You will get two possible answers, each valid within different regions. If you take $\sqrt{\sec^2 x} = \sec x$ your integrand is $\tan x$, and is valid in any region where $\cos x > 0.$. If you take $\sqrt{\sec^2 x} = -\sec x$ your integrand is $-\tan x$, and is valid wherever $\cos x < 0.$

If you were doing a definite integral of the form
$$\int_a^b \sin x \sqrt{\sec^2 x} \, dx,$$
you would need to be extra careful about which of these cases to use. If the integration limits $a$ and $b$ happened to be in different regions (that is, in regions where $\cos x$ changes sign) you would need to worry even more about whether the integral even exists at all, since you would be integrating through a point where the integrand is singular. In such a case an ordinary integral might not exist, but a "principal value" integral might---I am not sure.

Note added in edit: I am now sure a principal-value integral does not exist.

 

[Mr Davis 97]

You will get two possible answers, each valid within different regions. If you take $\sqrt{\sec^2 x} = \sec x$ your integrand is $\tan x$, and is valid in any region where $\cos x > 0.$. If you take $\sqrt{\sec^2 x} = -\sec x$ your integrand is $-\tan x$, and is valid wherever $\cos x < 0.$

If you were doing a definite integral of the form
$$\int_a^b \sin x \sqrt{\sec^2 x} \, dx,$$
you would need to be extra careful about which of these cases to use. If the integration limits $a$ and $b$ happened to be in different regions (that is, in regions where $\cos x$ changes sign) you would need to worry even more about whether the integral even exists at all, since you would be integrating through a point where the integrand is singular. In such a case an ordinary integral might not exist, but a "principal value" integral might---I am not sure.

Note added in edit: I am now sure a principal-value integral does not exist.

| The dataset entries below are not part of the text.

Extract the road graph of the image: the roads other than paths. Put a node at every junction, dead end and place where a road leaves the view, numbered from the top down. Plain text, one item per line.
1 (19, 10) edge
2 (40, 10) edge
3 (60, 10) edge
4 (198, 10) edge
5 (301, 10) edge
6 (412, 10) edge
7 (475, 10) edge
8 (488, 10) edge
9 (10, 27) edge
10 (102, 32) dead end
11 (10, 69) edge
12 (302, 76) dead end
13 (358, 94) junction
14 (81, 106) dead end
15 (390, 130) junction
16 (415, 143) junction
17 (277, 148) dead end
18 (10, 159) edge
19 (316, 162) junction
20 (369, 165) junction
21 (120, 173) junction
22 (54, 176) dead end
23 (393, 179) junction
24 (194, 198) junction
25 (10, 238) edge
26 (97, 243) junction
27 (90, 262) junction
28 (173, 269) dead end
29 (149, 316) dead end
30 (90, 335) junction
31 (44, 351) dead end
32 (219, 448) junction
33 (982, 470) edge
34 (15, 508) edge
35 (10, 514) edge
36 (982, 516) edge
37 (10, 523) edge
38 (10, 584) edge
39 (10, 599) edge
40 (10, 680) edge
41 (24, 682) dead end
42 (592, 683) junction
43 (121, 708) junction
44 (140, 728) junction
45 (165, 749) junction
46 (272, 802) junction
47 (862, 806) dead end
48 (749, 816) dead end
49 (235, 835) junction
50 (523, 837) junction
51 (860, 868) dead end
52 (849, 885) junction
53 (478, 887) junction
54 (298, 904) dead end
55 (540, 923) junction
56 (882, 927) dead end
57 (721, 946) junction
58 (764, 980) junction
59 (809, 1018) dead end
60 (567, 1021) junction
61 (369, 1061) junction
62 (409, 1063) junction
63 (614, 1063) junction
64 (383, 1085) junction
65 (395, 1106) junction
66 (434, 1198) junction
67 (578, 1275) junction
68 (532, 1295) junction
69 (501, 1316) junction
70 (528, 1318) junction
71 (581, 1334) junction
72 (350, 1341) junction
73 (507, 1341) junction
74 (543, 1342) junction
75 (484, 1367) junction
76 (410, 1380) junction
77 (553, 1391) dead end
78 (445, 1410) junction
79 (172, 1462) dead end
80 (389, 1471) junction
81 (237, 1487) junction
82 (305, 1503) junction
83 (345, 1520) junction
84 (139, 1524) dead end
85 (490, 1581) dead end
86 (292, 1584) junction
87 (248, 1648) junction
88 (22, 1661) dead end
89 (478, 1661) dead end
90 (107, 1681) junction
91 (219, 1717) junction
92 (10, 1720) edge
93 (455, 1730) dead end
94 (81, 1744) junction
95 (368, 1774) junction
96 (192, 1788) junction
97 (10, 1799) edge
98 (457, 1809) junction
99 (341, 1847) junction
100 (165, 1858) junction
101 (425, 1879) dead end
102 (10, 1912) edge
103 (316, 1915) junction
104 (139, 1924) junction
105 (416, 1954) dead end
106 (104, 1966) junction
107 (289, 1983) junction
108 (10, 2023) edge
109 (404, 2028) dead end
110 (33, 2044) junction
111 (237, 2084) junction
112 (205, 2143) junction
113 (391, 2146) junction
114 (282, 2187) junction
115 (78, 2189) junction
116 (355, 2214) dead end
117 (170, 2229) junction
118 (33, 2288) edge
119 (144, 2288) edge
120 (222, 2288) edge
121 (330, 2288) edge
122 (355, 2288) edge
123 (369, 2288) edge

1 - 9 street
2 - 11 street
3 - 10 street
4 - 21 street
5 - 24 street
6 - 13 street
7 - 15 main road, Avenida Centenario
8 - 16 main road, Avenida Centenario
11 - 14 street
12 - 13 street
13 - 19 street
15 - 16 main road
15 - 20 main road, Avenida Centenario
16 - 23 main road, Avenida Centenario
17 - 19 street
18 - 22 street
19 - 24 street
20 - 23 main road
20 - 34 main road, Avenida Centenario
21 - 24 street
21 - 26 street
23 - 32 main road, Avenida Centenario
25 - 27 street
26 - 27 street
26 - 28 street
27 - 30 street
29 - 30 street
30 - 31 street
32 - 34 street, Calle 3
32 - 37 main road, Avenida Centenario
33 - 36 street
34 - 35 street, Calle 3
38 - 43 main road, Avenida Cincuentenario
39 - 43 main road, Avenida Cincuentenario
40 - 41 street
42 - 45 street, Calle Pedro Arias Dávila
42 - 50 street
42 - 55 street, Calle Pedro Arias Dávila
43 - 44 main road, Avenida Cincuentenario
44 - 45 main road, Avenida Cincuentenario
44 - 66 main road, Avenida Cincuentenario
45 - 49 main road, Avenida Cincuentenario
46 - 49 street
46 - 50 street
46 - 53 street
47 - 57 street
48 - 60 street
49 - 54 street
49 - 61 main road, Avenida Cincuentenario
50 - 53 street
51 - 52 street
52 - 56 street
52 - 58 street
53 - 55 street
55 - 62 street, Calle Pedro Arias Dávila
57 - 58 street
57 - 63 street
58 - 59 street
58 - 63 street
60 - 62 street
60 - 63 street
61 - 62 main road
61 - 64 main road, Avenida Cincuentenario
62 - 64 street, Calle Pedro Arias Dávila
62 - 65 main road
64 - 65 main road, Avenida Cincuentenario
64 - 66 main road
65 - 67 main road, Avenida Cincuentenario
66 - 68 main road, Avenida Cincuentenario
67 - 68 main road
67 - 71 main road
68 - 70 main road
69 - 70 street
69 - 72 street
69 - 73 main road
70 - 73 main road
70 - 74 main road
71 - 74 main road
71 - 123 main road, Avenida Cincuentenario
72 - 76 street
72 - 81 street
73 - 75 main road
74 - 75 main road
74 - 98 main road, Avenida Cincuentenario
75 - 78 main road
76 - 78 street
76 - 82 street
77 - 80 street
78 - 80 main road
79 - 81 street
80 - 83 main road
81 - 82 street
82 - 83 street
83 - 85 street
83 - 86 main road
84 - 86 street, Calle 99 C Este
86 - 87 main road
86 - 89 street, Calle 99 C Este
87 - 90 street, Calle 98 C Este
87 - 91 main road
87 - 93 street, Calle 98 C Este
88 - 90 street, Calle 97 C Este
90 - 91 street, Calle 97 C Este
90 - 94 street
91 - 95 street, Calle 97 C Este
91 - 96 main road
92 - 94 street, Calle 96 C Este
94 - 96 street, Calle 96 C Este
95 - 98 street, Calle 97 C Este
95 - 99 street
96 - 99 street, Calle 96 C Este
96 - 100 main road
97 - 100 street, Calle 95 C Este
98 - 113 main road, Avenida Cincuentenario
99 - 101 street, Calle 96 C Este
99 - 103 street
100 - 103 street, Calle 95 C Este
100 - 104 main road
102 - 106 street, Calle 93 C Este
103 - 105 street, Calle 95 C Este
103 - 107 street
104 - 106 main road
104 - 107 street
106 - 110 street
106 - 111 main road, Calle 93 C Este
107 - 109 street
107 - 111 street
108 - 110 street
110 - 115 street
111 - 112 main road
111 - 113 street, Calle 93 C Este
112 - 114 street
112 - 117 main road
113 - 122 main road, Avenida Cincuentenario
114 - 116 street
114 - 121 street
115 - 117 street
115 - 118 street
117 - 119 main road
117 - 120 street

By your example I see clearly how this would work in the case of a definite integral, but I don't see which sign of sec to choose in this case where we are working with an indefinite integral.

 

[Ray Vickson]

By your example I see clearly how this would work in the case of a definite integral, but I don't see which sign of sec to choose in this case where we are working with an indefinite integral.

You can't: either sign can be true sometimes and false sometimes. All you can do is write "cases" that depend on the sign of $\cos x.$ That will give you a piecewise-defined function that is always "true".